At 18 years old in 2017, he played as the second-leading scorer in his first national team tournament to power Slovenia — a country smaller in population than Houston — past European mainstays for its first EuroBasket title.
Nine months later, Doncic propelled Real Madrid to the EuroLeague championship as MVP to cap a teenage-phenom season that should’ve prompted the Phoenix Suns or Sacramento Kings to draft him before the Mavericks traded up to No. 3.
NBA Rookie of the Year.
Slovenia’s 2020 Olympic triple-double dominator, one block from reaching the gold medal game against the United States.
Three-time All-Star and first-team All-NBA in four years.
A 20-3 record with the national team.
Doncic reached the NBA conference finals in his fourth season — quicker to the final-four playoff round than fellow European stars Giannis Antetokounmpo with the Milwaukee Bucks (Year 6 in 2019) and Nikola Jokic with the Denver Nuggets (Year 5 in 2020).
As Los Angeles Clippers and France foe Nic Batum said during the Olympics last year: “He’s the present, and he’s next.”
“He’s grown up a lot in the last five years,” said Goran Dragic, Doncic’s veteran Slovenian teammate and mentor. “He won EuroLeague, he won MVP, he’s had a successful NBA career so far. The numbers are unbelievable. He’s one of the best players in the world. I already kind of predicted that after [last] EuroBasket, but if I’m honest, I didn’t know that was going to happen to quickly. He’s just an unbelievable talent.

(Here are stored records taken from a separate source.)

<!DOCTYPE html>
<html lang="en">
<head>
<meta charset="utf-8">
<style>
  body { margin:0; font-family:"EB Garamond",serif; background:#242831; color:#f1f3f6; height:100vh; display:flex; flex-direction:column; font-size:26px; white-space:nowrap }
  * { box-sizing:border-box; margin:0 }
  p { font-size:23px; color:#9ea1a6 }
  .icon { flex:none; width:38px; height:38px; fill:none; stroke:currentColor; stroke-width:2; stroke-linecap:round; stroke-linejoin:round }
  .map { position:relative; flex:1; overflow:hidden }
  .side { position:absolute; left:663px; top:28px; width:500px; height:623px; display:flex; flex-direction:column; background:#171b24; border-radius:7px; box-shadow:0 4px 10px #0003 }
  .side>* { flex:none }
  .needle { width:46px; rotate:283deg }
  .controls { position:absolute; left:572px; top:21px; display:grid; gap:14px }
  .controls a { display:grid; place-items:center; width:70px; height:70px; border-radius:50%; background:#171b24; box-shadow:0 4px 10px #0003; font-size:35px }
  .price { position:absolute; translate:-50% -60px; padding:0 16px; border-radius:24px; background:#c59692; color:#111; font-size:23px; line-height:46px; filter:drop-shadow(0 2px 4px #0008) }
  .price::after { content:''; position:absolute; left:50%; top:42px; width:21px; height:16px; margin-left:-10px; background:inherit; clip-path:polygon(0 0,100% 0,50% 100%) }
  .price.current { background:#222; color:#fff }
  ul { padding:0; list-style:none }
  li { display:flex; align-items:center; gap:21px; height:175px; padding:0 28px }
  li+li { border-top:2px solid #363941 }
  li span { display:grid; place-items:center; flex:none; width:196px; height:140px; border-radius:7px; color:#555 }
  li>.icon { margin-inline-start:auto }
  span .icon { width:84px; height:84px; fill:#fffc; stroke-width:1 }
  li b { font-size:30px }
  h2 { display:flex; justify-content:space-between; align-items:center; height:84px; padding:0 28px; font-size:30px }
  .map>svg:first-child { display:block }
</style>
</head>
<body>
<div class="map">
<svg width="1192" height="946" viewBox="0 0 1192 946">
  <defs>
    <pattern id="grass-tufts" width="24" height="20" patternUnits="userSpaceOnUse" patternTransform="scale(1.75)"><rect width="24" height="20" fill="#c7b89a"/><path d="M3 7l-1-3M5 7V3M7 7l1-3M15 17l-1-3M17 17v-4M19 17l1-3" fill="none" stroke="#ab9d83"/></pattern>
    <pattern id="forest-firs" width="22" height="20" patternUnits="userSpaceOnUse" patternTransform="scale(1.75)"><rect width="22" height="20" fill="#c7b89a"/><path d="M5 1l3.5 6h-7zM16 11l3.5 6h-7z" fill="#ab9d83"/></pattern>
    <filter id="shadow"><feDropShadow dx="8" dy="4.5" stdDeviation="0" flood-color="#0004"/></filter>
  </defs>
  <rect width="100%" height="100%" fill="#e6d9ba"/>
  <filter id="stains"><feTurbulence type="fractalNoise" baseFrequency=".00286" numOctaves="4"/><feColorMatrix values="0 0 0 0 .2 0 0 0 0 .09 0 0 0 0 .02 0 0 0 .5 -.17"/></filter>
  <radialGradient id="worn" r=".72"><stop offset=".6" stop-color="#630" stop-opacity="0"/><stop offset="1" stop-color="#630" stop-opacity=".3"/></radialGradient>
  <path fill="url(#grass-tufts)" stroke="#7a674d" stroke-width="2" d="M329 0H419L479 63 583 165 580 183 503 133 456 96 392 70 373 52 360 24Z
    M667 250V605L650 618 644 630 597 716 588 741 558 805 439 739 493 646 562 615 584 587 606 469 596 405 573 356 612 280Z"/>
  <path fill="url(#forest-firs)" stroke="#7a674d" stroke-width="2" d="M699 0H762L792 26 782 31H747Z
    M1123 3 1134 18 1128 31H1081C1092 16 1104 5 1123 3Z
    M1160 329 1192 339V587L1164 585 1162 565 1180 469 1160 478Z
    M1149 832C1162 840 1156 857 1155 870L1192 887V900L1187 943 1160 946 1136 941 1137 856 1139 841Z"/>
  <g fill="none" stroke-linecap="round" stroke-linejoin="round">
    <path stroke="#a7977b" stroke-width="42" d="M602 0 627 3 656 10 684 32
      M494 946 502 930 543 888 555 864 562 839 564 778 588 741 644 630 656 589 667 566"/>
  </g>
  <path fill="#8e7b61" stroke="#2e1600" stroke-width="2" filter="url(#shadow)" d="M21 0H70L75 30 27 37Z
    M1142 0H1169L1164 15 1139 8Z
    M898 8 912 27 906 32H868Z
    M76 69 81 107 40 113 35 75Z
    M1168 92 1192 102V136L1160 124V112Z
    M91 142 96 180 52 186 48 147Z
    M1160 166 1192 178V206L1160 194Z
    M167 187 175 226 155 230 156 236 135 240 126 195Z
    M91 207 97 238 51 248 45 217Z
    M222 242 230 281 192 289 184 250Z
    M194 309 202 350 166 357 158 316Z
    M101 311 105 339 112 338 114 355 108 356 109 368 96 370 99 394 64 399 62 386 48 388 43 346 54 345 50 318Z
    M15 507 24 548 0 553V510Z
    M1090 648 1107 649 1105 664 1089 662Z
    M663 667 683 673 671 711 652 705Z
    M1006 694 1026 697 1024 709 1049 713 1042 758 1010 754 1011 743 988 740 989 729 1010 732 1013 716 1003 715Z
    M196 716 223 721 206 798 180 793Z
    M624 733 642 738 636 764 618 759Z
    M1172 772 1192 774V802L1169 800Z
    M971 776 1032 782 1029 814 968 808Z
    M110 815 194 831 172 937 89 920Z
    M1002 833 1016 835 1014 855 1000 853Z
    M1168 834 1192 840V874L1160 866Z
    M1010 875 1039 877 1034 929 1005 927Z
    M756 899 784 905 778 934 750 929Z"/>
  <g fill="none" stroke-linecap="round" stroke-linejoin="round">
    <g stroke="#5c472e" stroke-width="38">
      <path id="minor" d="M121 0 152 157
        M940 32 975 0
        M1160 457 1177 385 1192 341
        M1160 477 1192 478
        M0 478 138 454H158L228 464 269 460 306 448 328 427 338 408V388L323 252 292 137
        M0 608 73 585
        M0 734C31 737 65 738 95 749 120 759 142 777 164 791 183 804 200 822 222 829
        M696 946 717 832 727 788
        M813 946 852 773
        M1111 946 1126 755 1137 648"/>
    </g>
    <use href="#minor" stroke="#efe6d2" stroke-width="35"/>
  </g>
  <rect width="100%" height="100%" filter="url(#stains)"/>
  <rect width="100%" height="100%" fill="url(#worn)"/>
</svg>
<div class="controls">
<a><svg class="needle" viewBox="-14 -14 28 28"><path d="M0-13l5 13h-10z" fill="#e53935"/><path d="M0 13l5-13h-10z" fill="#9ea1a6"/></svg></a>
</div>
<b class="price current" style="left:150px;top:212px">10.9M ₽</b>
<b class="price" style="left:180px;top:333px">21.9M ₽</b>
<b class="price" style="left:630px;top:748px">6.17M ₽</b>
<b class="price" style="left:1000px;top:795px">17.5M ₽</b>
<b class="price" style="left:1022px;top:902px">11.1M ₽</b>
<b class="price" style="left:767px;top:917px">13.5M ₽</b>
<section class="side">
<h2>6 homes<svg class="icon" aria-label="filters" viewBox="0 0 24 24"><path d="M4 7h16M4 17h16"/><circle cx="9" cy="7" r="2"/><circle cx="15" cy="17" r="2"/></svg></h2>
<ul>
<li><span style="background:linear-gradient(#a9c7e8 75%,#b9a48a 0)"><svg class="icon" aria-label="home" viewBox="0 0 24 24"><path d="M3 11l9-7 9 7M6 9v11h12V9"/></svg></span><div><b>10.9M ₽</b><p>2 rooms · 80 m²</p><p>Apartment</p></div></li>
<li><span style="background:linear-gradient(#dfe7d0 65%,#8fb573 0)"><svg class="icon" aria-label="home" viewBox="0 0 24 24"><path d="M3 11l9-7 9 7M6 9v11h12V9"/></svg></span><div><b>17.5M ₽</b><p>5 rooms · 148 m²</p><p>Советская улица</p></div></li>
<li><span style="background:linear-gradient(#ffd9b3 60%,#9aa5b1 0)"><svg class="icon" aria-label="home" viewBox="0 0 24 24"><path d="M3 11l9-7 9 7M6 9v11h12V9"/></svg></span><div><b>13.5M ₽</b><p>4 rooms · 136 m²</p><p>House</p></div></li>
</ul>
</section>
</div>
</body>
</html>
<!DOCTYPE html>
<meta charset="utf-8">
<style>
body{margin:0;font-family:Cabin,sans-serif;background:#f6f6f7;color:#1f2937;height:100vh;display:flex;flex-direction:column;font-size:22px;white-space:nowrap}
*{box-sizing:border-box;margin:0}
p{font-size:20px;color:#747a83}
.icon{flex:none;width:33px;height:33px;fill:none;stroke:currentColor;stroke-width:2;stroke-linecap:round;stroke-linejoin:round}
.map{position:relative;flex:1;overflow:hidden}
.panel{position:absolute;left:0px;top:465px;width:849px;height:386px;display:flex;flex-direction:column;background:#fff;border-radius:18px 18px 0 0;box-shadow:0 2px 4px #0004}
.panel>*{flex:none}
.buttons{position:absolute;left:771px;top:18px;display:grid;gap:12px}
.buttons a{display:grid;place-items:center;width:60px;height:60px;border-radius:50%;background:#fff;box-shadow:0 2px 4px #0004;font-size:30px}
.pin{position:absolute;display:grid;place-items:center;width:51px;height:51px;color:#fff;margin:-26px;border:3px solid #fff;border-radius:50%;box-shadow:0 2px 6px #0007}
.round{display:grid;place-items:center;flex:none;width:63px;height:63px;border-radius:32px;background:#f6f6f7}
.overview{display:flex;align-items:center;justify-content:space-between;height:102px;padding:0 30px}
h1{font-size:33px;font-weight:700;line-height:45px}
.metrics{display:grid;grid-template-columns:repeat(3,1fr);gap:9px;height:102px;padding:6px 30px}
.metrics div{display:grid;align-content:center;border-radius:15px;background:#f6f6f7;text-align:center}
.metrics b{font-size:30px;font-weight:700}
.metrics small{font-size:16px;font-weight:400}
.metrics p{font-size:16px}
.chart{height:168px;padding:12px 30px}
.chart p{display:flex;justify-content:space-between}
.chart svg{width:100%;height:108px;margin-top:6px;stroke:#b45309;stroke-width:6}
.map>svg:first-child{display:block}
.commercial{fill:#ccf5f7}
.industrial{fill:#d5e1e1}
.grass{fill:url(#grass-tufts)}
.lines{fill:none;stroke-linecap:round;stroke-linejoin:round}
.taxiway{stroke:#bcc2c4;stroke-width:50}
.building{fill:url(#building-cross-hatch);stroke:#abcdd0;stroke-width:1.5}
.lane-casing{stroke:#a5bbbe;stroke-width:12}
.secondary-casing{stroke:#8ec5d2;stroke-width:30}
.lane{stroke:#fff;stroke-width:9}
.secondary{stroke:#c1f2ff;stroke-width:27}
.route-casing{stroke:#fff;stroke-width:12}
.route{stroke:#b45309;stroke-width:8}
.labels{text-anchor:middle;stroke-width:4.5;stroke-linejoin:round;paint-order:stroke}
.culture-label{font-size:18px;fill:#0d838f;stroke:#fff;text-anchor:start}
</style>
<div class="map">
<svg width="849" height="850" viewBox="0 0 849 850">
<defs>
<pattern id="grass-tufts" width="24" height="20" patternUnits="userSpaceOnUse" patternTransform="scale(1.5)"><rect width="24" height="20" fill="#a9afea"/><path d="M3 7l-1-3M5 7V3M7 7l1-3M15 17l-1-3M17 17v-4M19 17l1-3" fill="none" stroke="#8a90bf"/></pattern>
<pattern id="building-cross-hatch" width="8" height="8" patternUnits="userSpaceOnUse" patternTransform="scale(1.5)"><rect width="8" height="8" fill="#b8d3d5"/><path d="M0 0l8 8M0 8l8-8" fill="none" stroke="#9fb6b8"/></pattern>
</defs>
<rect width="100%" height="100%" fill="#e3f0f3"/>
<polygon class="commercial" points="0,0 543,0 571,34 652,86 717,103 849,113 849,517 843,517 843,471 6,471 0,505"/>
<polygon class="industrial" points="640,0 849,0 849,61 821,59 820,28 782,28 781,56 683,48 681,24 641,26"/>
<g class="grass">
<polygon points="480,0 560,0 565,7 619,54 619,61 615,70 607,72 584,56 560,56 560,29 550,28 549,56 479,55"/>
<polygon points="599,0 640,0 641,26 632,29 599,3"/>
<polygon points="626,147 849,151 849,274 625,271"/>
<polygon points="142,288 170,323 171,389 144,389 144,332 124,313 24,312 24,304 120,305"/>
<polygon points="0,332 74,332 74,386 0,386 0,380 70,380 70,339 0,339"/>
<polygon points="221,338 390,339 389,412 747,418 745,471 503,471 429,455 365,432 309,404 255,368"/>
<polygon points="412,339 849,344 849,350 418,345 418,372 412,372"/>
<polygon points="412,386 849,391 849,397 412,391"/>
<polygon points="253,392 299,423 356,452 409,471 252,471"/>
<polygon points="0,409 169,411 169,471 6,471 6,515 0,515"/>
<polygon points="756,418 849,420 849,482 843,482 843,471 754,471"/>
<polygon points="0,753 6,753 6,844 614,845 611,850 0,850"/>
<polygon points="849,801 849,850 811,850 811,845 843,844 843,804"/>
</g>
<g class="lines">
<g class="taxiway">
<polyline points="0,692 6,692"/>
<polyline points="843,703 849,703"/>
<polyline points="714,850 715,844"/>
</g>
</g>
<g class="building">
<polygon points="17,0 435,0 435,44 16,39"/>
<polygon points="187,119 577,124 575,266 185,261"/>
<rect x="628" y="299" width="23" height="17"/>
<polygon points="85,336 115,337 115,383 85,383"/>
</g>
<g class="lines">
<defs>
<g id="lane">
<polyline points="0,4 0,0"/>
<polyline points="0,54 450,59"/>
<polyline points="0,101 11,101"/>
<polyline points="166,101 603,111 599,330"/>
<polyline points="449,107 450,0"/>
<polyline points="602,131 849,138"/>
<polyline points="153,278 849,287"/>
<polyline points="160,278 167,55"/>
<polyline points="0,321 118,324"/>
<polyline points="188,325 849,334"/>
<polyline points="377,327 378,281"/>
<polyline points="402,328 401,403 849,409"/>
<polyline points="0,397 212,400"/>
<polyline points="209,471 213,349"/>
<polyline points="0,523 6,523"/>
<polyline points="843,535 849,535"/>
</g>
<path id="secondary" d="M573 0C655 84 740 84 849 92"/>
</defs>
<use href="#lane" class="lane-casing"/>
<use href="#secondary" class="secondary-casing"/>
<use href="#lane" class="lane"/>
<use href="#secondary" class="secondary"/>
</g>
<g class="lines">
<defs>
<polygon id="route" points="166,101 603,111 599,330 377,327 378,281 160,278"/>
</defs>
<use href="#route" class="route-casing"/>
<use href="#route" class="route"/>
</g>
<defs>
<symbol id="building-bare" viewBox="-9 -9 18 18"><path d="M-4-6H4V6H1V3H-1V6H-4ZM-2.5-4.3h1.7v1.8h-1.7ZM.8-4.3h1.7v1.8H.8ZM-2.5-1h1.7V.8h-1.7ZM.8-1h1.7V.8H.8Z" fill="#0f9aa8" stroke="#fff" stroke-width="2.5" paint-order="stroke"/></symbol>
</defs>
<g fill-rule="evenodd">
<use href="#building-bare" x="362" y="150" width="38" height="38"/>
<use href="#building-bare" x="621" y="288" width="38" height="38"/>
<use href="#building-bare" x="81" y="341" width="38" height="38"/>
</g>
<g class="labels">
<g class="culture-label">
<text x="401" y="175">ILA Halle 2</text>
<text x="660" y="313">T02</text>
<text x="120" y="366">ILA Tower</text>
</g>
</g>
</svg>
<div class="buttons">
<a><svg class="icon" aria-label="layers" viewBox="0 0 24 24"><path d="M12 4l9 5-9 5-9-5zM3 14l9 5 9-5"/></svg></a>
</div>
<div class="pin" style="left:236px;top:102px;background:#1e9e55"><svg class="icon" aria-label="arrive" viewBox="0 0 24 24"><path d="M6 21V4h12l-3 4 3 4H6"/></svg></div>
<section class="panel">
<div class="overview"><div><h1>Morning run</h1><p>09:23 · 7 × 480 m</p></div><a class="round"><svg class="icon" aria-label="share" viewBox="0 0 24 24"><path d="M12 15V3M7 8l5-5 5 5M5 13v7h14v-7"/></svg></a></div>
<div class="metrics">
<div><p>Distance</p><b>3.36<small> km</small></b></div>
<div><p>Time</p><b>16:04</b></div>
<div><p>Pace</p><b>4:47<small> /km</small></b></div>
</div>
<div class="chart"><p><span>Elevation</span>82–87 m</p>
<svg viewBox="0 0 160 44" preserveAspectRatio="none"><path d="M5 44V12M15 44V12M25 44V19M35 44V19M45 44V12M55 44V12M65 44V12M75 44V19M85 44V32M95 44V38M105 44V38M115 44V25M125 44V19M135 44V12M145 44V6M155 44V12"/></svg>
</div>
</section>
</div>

“It really amazes me every day what we see from him, and he’s got a nice future ahead of him.”
Slovenia’s EuroBasket repeat bid won’t come easy.
FIBA has referred to Group B as the “Group of Death” with medal contenders Slovenia, France, Germany and Lithuania in the same six-team pool.
Potential knockout-round opponents next week in Berlin include Serbia with Jokic — who’s also chasing Nowitzki’s credentials with two NBA MVPs — and Greece with Antetokounmpo — who’s earned NBA accolades and a Finals trophy like Nowitzki, but not meaningful FIBA success.
Nowitzki with his latest jersey retirement and title as EuroBasket “ambassador” will be there to watch it all.
“That’s something that’s so underrated, what Dirk did with the national team,” Petek said. “That’s why he’s in Europe considered as the best. I’m guessing probably not the consensus because everybody has an opinion, but the majority of the opinion is that Dirk, that sets him apart.
“He reached the top of the NBA and FIBA, international basketball. Giannis, Luka, Jokic, they still have yet to do that.”